***** SUPPLIED RECORDS *****

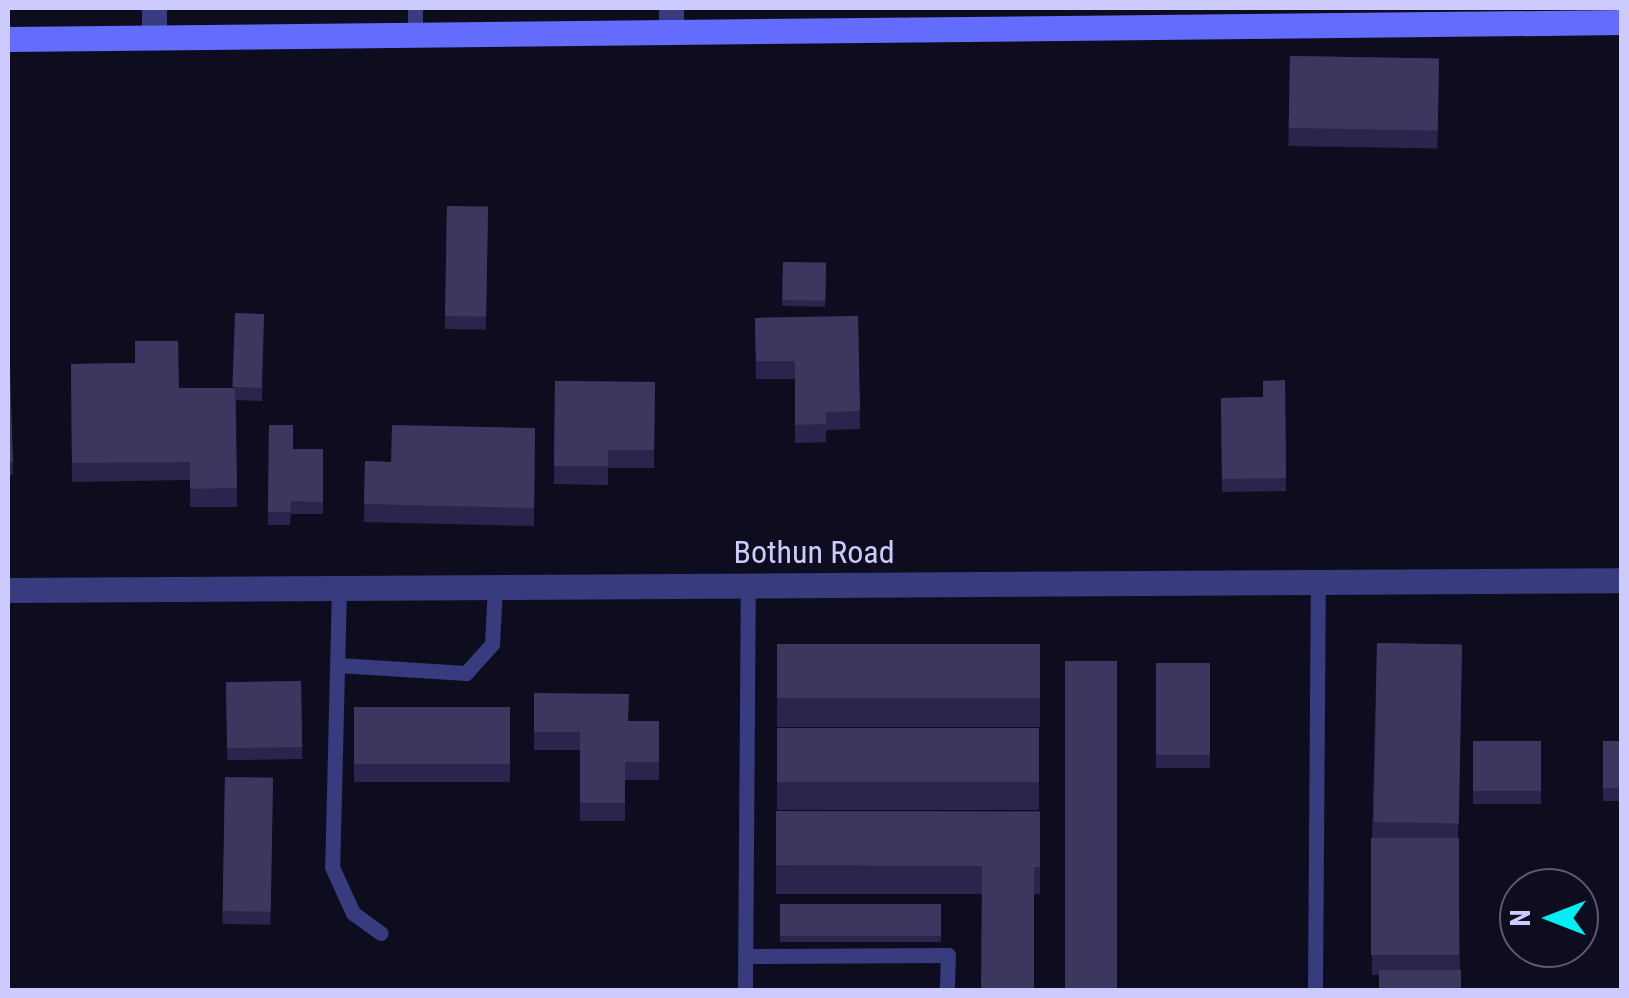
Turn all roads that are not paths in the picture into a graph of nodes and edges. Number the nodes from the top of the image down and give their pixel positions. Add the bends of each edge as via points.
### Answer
1 (154, 8) edge
2 (1444, 15) edge
3 (1187, 16) edge
4 (932, 17) edge
5 (671, 18) edge
6 (415, 20) edge
7 (1622, 22) edge
8 (154, 34) junction
9 (8, 39) edge
10 (1622, 580) edge
11 (1318, 582) junction
12 (748, 585) junction
13 (495, 587) junction
14 (339, 588) junction
15 (8, 590) edge
16 (338, 664) junction
17 (381, 933) dead end
18 (746, 956) junction
19 (745, 990) edge
20 (948, 990) edge
21 (1314, 990) edge

1 - 8 street
2 - 3 street
2 - 7 street
3 - 4 street
4 - 5 street
5 - 6 street
6 - 8 street
8 - 9 street
10 - 11 street, Bothun Road
11 - 12 street, Bothun Road
11 - 21 lane
12 - 13 street, Bothun Road
12 - 18 lane
13 - 14 street, Bothun Road
13 - 16 lane via 492,644 466,673
14 - 15 street, Bothun Road
14 - 16 lane
16 - 17 lane via 332,867 353,913
18 - 19 lane
18 - 20 lane via 948,956

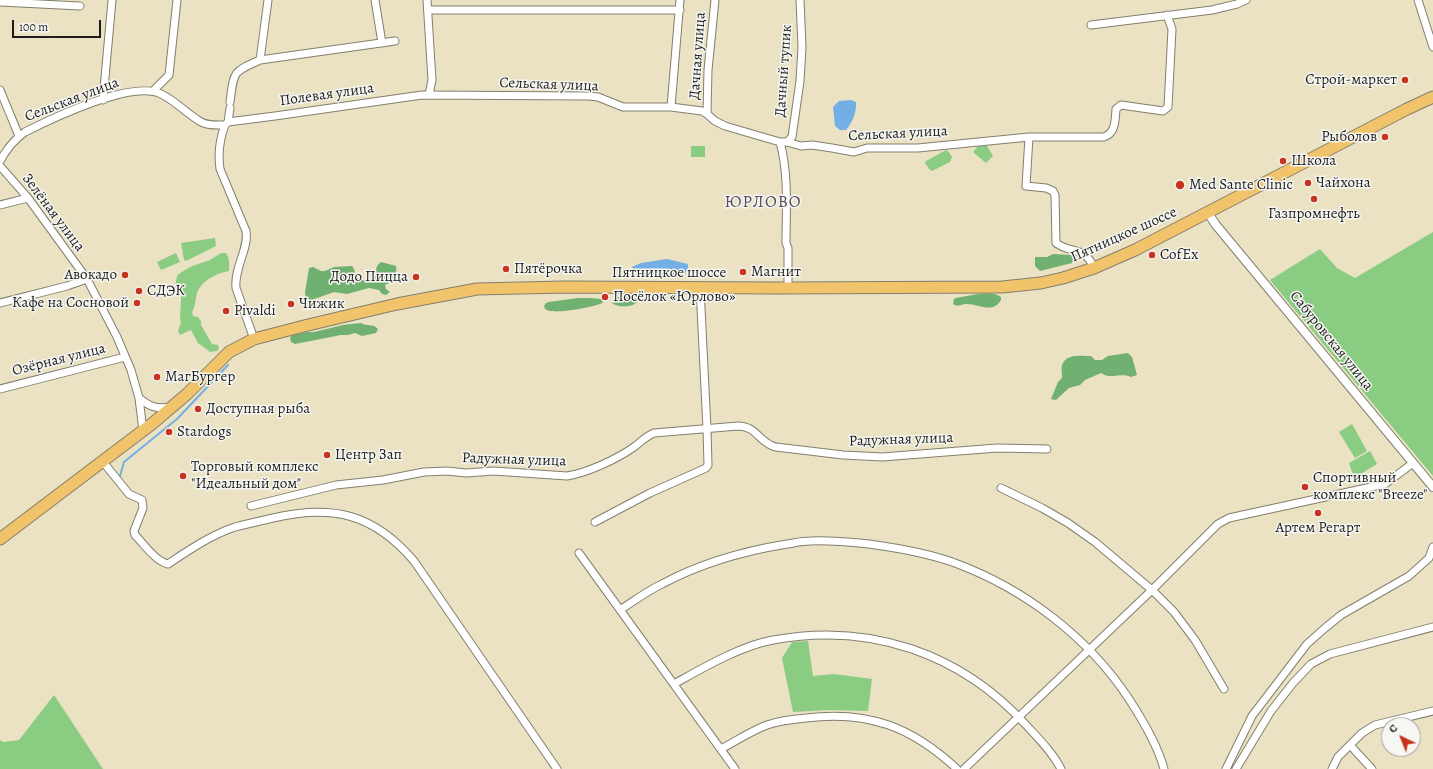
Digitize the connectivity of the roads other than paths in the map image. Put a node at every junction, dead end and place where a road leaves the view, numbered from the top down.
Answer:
1 (112, 0) edge
2 (176, 0) edge
3 (268, 0) edge
4 (375, 0) edge
5 (427, 0) edge
6 (680, 0) edge
7 (715, 0) edge
8 (800, 0) edge
9 (1246, 0) edge
10 (1418, 0) edge
11 (0, 2) edge
12 (80, 6) dead end
13 (428, 10) junction
14 (680, 10) junction
15 (1167, 15) junction
16 (1091, 25) dead end
17 (395, 41) dead end
18 (382, 43) junction
19 (1433, 47) edge
20 (260, 60) junction
21 (0, 90) edge
22 (153, 91) junction
23 (429, 95) junction
24 (1433, 97) edge
25 (102, 100) junction
26 (671, 107) junction
27 (707, 114) junction
28 (227, 123) junction
29 (19, 136) junction
30 (1029, 137) junction
31 (784, 142) junction
32 (0, 161) edge
33 (0, 166) edge
34 (28, 198) junction
35 (0, 205) edge
36 (1208, 213) junction
37 (1094, 268) junction
38 (87, 279) junction
39 (700, 288) junction
40 (788, 288) junction
41 (0, 303) edge
42 (254, 339) junction
43 (125, 357) junction
44 (0, 389) edge
45 (139, 398) junction
46 (173, 406) junction
47 (707, 429) junction
48 (143, 431) junction
49 (1047, 449) dead end
50 (103, 462) junction
51 (1413, 463) junction
52 (1433, 487) edge
53 (1001, 488) dead end
54 (251, 506) dead end
55 (595, 522) dead end
56 (0, 539) edge
57 (1433, 548) edge
58 (578, 553) dead end
59 (1152, 590) junction
60 (620, 610) junction
61 (1433, 627) edge
62 (1089, 649) junction
63 (674, 684) junction
64 (1224, 689) dead end
65 (1433, 711) edge
66 (1018, 717) junction
67 (1350, 745) junction
68 (721, 749) junction
69 (557, 769) edge
70 (735, 769) edge
71 (957, 769) edge
72 (964, 769) edge
73 (1061, 769) edge
74 (1164, 769) edge
75 (1226, 769) edge
76 (1236, 769) edge
77 (1332, 769) edge
78 (1372, 769) edge

1 - 25 street
2 - 22 street
3 - 20 street
4 - 18 street
5 - 13 street
6 - 14 street
7 - 27 street, Дачная улица
8 - 31 street, Дачный тупик
9 - 15 street
10 - 19 street
11 - 12 street
13 - 14 street
13 - 23 street
14 - 26 street
15 - 16 street
15 - 30 street, Сельская улица
17 - 18 street
18 - 20 street
20 - 28 street
21 - 29 street
22 - 25 street, Сельская улица
22 - 28 street, Сельская улица
23 - 26 street, Сельская улица
23 - 28 street, Полевая улица
24 - 36 main road, Пятницкое шоссе
25 - 29 street, Сельская улица
26 - 27 street, Сельская улица
27 - 31 street, Сельская улица
28 - 42 street
29 - 32 street, Сельская улица
30 - 31 street, Сельская улица
30 - 37 street
31 - 40 street
33 - 34 street, Зелёная улица
34 - 35 street
34 - 38 street, Зелёная улица
36 - 37 main road, Пятницкое шоссе
36 - 51 street, Сабуровская улица
37 - 40 main road, Пятницкое шоссе
38 - 41 street
38 - 43 street, Зелёная улица
39 - 40 main road, Пятницкое шоссе
39 - 42 main road, Пятницкое шоссе
39 - 47 street
42 - 46 main road, Пятницкое шоссе
43 - 44 street, Озёрная улица
43 - 45 street, Зелёная улица
45 - 46 street
45 - 48 street, Зелёная улица
46 - 48 main road, Пятницкое шоссе
47 - 49 street, Радужная улица
47 - 54 street, Радужная улица
47 - 55 street
48 - 50 main road, Пятницкое шоссе
50 - 56 main road, Пятницкое шоссе
50 - 69 street
51 - 52 street, Сабуровская улица
51 - 59 street
53 - 59 street
57 - 75 street
58 - 60 street
59 - 62 street
59 - 64 street
60 - 62 street
60 - 63 street
61 - 76 street
62 - 66 street
62 - 74 street
63 - 66 street
63 - 68 street
65 - 67 street
66 - 72 street
66 - 73 street
67 - 77 street
67 - 78 street
68 - 70 street
68 - 71 street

*****

PROBLEM TO WORK ON ▸ Please output every record above exactly. Leave the pictures out.

RESPONSE BELOW ▸
Turn all roads that are not paths in the picture into a graph of nodes and edges. Number the nodes from the top of the image down and give their pixel positions. Add the bends of each edge as via points.
### Answer
1 (154, 8) edge
2 (1444, 15) edge
3 (1187, 16) edge
4 (932, 17) edge
5 (671, 18) edge
6 (415, 20) edge
7 (1622, 22) edge
8 (154, 34) junction
9 (8, 39) edge
10 (1622, 580) edge
11 (1318, 582) junction
12 (748, 585) junction
13 (495, 587) junction
14 (339, 588) junction
15 (8, 590) edge
16 (338, 664) junction
17 (381, 933) dead end
18 (746, 956) junction
19 (745, 990) edge
20 (948, 990) edge
21 (1314, 990) edge

1 - 8 street
2 - 3 street
2 - 7 street
3 - 4 street
4 - 5 street
5 - 6 street
6 - 8 street
8 - 9 street
10 - 11 street, Bothun Road
11 - 12 street, Bothun Road
11 - 21 lane
12 - 13 street, Bothun Road
12 - 18 lane
13 - 14 street, Bothun Road
13 - 16 lane via 492,644 466,673
14 - 15 street, Bothun Road
14 - 16 lane
16 - 17 lane via 332,867 353,913
18 - 19 lane
18 - 20 lane via 948,956

Digitize the connectivity of the roads other than paths in the map image. Put a node at every junction, dead end and place where a road leaves the view, numbered from the top down.
Answer:
1 (112, 0) edge
2 (176, 0) edge
3 (268, 0) edge
4 (375, 0) edge
5 (427, 0) edge
6 (680, 0) edge
7 (715, 0) edge
8 (800, 0) edge
9 (1246, 0) edge
10 (1418, 0) edge
11 (0, 2) edge
12 (80, 6) dead end
13 (428, 10) junction
14 (680, 10) junction
15 (1167, 15) junction
16 (1091, 25) dead end
17 (395, 41) dead end
18 (382, 43) junction
19 (1433, 47) edge
20 (260, 60) junction
21 (0, 90) edge
22 (153, 91) junction
23 (429, 95) junction
24 (1433, 97) edge
25 (102, 100) junction
26 (671, 107) junction
27 (707, 114) junction
28 (227, 123) junction
29 (19, 136) junction
30 (1029, 137) junction
31 (784, 142) junction
32 (0, 161) edge
33 (0, 166) edge
34 (28, 198) junction
35 (0, 205) edge
36 (1208, 213) junction
37 (1094, 268) junction
38 (87, 279) junction
39 (700, 288) junction
40 (788, 288) junction
41 (0, 303) edge
42 (254, 339) junction
43 (125, 357) junction
44 (0, 389) edge
45 (139, 398) junction
46 (173, 406) junction
47 (707, 429) junction
48 (143, 431) junction
49 (1047, 449) dead end
50 (103, 462) junction
51 (1413, 463) junction
52 (1433, 487) edge
53 (1001, 488) dead end
54 (251, 506) dead end
55 (595, 522) dead end
56 (0, 539) edge
57 (1433, 548) edge
58 (578, 553) dead end
59 (1152, 590) junction
60 (620, 610) junction
61 (1433, 627) edge
62 (1089, 649) junction
63 (674, 684) junction
64 (1224, 689) dead end
65 (1433, 711) edge
66 (1018, 717) junction
67 (1350, 745) junction
68 (721, 749) junction
69 (557, 769) edge
70 (735, 769) edge
71 (957, 769) edge
72 (964, 769) edge
73 (1061, 769) edge
74 (1164, 769) edge
75 (1226, 769) edge
76 (1236, 769) edge
77 (1332, 769) edge
78 (1372, 769) edge

1 - 25 street
2 - 22 street
3 - 20 street
4 - 18 street
5 - 13 street
6 - 14 street
7 - 27 street, Дачная улица
8 - 31 street, Дачный тупик
9 - 15 street
10 - 19 street
11 - 12 street
13 - 14 street
13 - 23 street
14 - 26 street
15 - 16 street
15 - 30 street, Сельская улица
17 - 18 street
18 - 20 street
20 - 28 street
21 - 29 street
22 - 25 street, Сельская улица
22 - 28 street, Сельская улица
23 - 26 street, Сельская улица
23 - 28 street, Полевая улица
24 - 36 main road, Пятницкое шоссе
25 - 29 street, Сельская улица
26 - 27 street, Сельская улица
27 - 31 street, Сельская улица
28 - 42 street
29 - 32 street, Сельская улица
30 - 31 street, Сельская улица
30 - 37 street
31 - 40 street
33 - 34 street, Зелёная улица
34 - 35 street
34 - 38 street, Зелёная улица
36 - 37 main road, Пятницкое шоссе
36 - 51 street, Сабуровская улица
37 - 40 main road, Пятницкое шоссе
38 - 41 street
38 - 43 street, Зелёная улица
39 - 40 main road, Пятницкое шоссе
39 - 42 main road, Пятницкое шоссе
39 - 47 street
42 - 46 main road, Пятницкое шоссе
43 - 44 street, Озёрная улица
43 - 45 street, Зелёная улица
45 - 46 street
45 - 48 street, Зелёная улица
46 - 48 main road, Пятницкое шоссе
47 - 49 street, Радужная улица
47 - 54 street, Радужная улица
47 - 55 street
48 - 50 main road, Пятницкое шоссе
50 - 56 main road, Пятницкое шоссе
50 - 69 street
51 - 52 street, Сабуровская улица
51 - 59 street
53 - 59 street
57 - 75 street
58 - 60 street
59 - 62 street
59 - 64 street
60 - 62 street
60 - 63 street
61 - 76 street
62 - 66 street
62 - 74 street
63 - 66 street
63 - 68 street
65 - 67 street
66 - 72 street
66 - 73 street
67 - 77 street
67 - 78 street
68 - 70 street
68 - 71 street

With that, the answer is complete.